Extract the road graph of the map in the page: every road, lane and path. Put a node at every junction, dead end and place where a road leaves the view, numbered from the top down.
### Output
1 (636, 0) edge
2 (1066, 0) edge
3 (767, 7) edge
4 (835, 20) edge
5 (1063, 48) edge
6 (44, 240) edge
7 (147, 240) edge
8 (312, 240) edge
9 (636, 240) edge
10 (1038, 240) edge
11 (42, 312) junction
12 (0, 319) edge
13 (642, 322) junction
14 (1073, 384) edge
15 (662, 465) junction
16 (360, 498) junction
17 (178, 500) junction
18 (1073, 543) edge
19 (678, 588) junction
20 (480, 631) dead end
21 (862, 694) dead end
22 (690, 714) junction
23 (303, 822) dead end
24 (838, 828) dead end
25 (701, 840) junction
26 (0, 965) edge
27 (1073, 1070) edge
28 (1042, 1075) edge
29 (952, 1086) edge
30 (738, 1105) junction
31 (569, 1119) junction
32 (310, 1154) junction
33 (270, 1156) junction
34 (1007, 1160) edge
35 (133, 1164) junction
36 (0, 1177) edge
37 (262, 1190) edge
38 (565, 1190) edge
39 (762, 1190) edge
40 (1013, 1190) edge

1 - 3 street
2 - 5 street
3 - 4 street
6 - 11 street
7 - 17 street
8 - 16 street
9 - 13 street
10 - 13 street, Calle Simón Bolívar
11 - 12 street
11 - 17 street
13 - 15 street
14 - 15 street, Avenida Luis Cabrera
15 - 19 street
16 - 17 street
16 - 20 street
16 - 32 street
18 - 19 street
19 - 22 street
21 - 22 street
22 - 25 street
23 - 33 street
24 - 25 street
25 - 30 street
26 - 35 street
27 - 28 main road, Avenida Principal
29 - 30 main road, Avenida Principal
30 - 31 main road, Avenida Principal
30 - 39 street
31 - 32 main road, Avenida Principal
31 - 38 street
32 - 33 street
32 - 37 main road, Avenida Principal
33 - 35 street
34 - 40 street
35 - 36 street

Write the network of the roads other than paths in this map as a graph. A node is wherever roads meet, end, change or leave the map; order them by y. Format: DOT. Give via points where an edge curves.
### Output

* * *

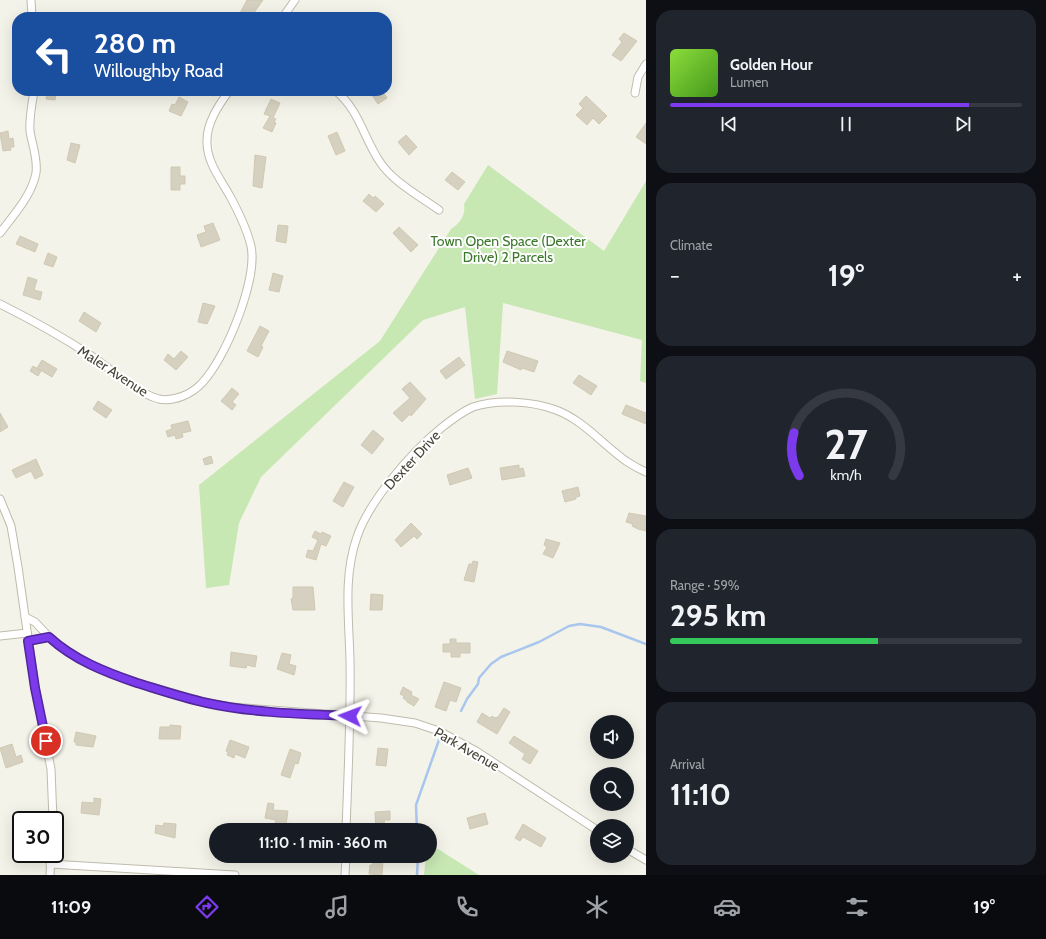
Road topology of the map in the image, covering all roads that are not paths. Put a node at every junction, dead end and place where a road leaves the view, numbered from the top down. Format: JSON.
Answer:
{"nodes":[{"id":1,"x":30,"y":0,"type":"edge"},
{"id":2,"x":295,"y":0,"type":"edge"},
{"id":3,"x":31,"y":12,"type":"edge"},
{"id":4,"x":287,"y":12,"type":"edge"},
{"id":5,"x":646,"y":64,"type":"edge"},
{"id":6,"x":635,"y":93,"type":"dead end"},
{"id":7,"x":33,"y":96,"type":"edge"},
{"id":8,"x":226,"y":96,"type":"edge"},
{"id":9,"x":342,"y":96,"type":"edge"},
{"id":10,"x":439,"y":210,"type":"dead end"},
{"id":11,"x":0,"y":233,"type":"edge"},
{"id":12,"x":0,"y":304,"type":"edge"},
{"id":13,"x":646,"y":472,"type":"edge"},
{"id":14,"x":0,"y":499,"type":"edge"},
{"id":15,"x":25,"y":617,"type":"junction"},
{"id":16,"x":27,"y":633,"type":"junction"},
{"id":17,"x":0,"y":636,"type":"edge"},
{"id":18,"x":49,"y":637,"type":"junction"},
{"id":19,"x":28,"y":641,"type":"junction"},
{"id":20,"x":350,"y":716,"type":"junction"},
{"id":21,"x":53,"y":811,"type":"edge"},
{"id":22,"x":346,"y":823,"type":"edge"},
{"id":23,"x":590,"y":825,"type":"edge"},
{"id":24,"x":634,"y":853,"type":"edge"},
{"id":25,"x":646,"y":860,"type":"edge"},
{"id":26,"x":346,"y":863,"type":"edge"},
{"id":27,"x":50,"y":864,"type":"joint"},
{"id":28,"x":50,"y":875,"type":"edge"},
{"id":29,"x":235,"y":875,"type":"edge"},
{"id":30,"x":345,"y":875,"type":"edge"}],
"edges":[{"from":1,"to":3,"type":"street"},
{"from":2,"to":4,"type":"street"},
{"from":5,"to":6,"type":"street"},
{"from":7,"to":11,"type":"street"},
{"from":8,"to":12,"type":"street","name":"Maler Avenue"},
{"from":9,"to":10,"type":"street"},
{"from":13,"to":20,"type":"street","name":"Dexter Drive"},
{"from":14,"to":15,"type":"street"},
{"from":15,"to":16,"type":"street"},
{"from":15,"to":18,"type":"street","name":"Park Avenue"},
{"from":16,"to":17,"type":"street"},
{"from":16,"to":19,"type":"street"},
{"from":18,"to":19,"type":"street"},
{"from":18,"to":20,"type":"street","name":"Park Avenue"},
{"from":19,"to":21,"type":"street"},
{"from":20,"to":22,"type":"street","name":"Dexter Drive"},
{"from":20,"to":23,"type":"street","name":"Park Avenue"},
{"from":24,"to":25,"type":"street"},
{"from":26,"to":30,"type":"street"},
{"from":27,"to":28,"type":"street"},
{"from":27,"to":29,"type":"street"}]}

==

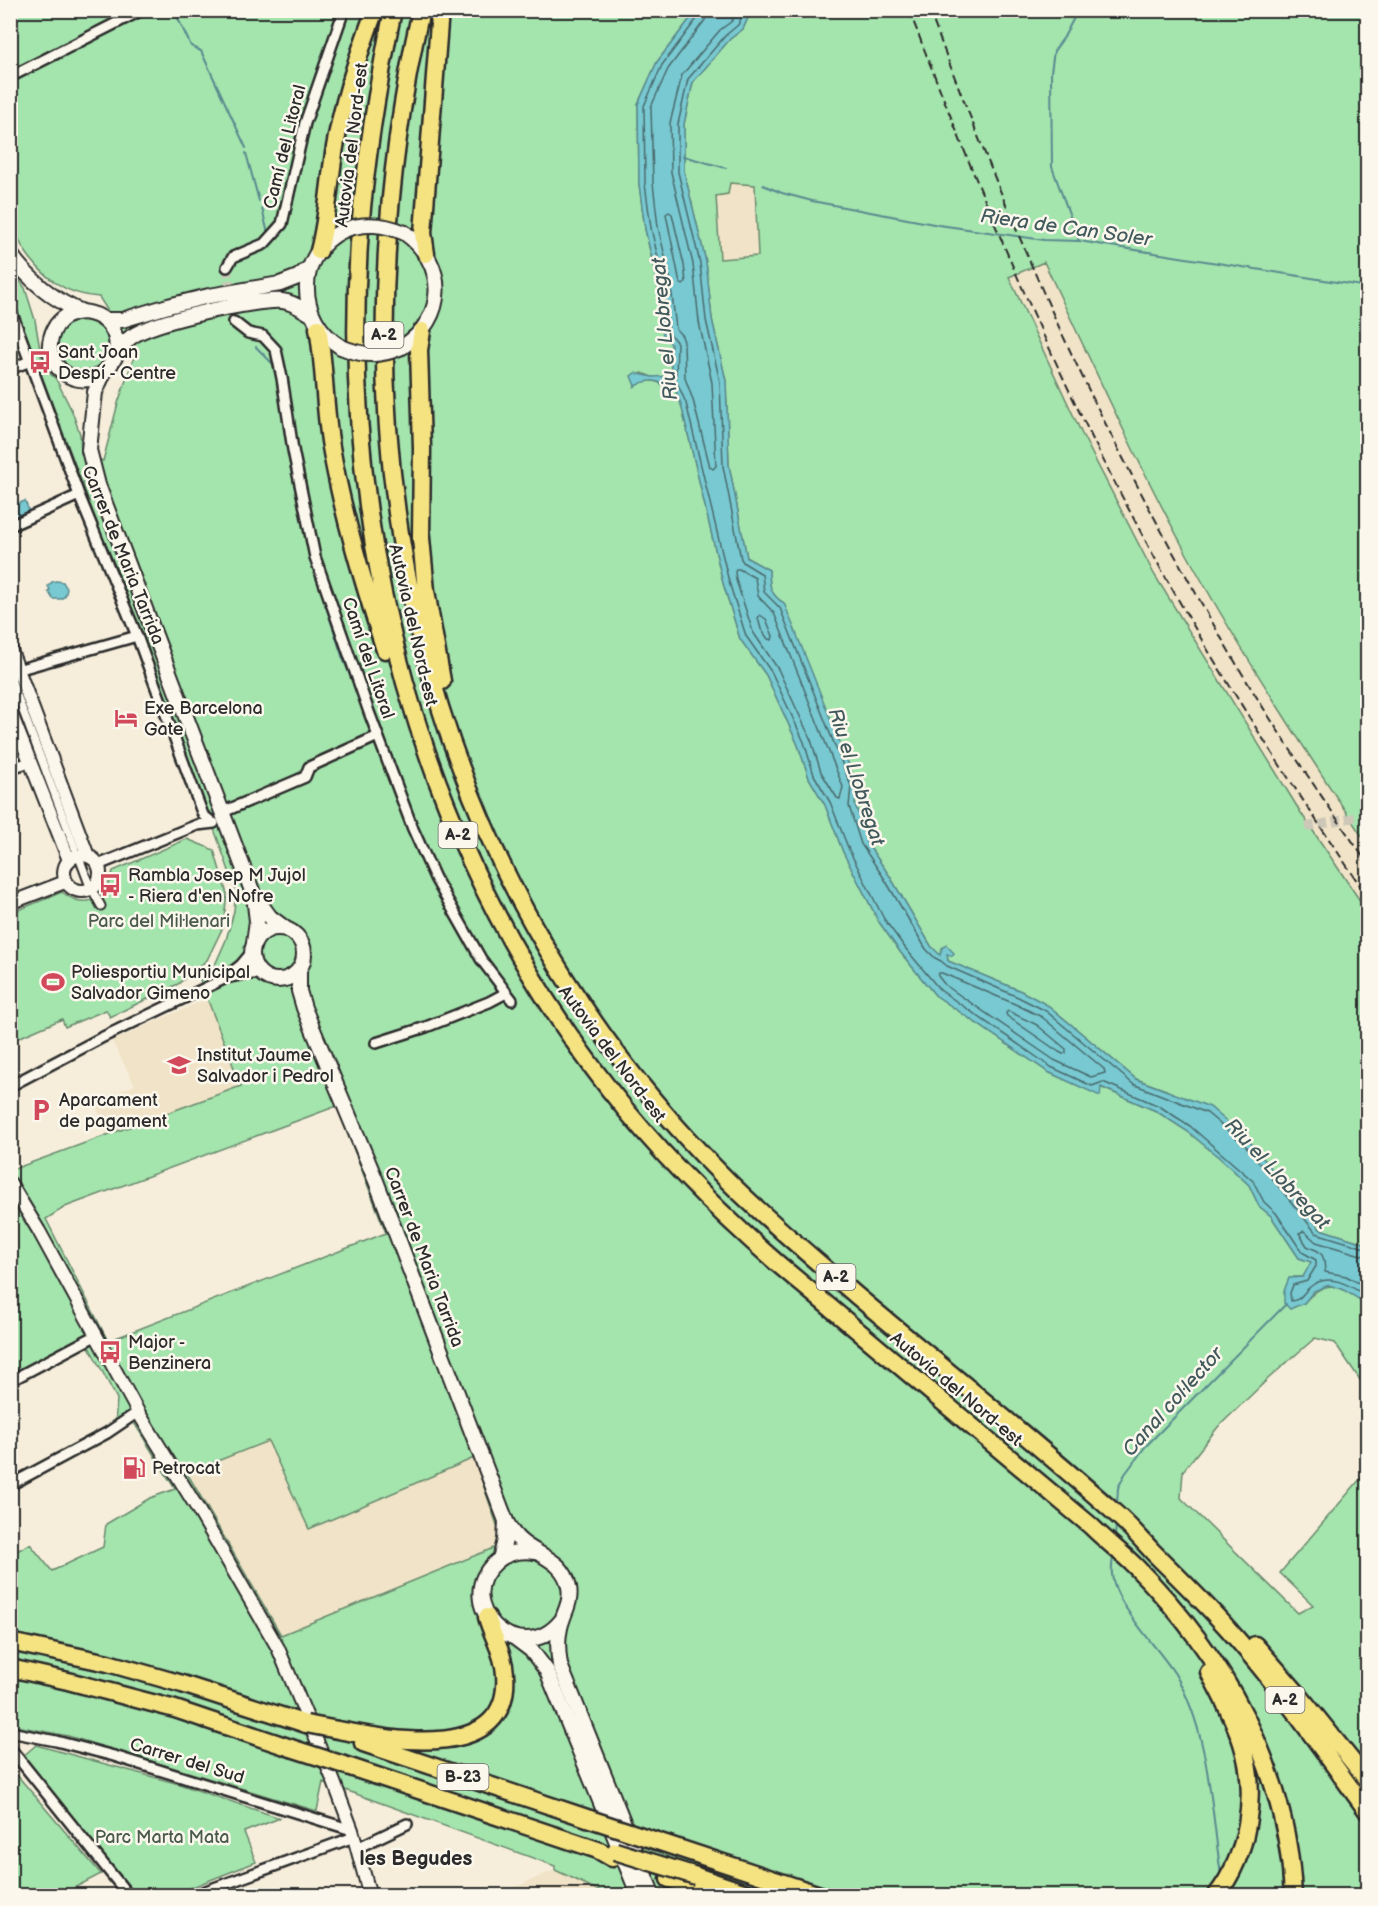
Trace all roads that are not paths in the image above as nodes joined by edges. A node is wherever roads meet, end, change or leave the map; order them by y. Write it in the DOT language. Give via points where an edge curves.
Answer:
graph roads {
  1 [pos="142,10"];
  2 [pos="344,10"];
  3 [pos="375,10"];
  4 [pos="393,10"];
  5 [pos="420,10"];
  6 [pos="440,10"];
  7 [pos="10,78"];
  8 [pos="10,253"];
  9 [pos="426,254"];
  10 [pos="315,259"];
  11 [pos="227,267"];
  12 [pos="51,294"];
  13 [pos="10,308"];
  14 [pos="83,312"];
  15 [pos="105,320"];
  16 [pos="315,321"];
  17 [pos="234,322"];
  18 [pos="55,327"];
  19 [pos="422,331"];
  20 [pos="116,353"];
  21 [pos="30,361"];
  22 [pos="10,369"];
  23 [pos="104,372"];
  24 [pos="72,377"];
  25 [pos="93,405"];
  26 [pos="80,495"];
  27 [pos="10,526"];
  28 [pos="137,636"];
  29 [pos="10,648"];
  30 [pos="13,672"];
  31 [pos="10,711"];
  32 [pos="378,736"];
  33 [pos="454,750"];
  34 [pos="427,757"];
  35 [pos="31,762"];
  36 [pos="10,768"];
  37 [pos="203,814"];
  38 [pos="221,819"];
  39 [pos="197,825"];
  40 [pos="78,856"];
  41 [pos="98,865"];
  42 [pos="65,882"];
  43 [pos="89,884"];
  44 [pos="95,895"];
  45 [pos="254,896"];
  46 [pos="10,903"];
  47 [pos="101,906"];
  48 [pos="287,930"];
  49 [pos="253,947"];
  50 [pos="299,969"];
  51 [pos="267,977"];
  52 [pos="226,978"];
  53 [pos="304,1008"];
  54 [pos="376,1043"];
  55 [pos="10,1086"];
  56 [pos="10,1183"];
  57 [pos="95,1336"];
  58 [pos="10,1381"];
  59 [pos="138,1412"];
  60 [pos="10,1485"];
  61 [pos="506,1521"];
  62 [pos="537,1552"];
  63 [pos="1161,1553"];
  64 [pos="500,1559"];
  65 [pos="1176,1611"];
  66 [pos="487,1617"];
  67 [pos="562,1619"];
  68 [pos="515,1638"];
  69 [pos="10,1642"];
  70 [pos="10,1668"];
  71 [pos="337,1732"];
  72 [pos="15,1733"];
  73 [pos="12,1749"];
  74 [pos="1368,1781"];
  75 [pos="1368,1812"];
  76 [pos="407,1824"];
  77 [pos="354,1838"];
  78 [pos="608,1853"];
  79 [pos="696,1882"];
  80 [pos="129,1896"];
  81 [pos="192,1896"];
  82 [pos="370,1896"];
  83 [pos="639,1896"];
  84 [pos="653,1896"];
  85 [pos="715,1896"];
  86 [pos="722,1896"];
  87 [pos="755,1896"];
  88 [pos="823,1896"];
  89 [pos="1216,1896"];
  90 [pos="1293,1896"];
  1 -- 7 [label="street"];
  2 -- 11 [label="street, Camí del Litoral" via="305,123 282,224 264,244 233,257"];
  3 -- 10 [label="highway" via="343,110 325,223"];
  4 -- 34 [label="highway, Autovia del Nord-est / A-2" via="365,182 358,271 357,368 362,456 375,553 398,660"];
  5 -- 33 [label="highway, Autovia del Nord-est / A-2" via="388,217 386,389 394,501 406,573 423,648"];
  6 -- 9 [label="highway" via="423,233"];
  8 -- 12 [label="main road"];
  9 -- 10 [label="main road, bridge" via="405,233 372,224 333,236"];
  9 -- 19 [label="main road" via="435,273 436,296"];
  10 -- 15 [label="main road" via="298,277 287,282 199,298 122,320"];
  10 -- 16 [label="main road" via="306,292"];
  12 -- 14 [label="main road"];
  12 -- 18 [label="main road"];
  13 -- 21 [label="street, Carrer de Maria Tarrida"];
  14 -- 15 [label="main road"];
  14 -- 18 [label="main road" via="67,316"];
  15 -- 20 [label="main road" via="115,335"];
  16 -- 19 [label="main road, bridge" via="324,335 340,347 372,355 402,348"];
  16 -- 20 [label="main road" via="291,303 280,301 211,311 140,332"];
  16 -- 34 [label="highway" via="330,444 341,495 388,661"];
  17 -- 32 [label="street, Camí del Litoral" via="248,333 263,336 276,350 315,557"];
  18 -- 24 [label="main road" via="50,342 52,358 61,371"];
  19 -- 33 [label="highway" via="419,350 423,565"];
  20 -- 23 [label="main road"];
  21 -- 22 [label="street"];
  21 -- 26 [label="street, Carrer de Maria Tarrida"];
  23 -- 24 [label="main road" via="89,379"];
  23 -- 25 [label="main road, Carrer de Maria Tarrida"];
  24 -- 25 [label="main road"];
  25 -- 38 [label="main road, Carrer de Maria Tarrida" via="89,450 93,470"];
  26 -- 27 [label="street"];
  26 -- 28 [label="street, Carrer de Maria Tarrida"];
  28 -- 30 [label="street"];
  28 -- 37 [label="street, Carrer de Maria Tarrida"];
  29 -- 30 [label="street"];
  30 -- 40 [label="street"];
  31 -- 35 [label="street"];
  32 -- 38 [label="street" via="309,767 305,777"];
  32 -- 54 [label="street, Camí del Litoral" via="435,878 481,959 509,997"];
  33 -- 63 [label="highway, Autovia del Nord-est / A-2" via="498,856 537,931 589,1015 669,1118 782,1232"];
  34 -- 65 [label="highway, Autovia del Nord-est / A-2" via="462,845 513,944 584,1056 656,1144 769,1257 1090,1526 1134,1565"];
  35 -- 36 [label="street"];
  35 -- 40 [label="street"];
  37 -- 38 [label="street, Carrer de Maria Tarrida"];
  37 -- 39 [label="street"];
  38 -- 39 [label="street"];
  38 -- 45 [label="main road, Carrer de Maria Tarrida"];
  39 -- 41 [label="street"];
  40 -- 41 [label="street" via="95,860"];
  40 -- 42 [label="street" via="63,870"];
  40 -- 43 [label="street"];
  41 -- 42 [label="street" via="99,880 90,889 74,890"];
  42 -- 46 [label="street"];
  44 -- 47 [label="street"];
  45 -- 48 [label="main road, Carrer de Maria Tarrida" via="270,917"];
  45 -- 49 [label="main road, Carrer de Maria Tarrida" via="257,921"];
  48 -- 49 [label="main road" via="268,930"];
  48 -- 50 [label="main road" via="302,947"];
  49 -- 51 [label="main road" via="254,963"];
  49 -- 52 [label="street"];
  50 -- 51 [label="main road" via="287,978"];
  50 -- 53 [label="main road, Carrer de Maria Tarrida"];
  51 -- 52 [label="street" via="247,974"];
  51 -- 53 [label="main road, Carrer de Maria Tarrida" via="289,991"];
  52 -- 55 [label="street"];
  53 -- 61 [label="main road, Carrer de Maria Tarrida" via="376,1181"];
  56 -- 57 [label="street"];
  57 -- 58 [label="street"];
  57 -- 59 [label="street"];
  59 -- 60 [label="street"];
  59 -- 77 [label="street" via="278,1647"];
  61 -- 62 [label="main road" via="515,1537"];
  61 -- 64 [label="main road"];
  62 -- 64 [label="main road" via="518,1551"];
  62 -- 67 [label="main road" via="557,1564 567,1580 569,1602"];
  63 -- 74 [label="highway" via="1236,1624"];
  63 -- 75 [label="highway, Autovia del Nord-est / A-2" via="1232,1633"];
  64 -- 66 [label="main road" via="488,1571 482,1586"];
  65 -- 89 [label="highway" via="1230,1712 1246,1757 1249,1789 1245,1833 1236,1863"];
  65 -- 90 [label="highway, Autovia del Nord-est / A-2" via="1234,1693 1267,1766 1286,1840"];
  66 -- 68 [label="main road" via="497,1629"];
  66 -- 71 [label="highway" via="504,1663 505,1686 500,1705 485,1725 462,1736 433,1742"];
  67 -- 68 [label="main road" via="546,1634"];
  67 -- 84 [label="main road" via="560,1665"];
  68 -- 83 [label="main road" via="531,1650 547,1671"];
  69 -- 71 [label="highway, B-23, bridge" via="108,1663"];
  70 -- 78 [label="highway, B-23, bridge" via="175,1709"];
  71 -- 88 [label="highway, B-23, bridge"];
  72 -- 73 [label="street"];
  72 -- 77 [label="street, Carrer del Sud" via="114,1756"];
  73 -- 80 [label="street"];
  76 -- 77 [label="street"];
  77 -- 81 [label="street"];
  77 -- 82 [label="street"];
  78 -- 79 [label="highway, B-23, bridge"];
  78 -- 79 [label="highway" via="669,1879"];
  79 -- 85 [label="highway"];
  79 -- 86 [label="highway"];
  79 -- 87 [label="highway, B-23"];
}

Exercise description: Looking at the entries, how many lines contain the string "numbered"? The answer is that number alone.

Worked solution: 2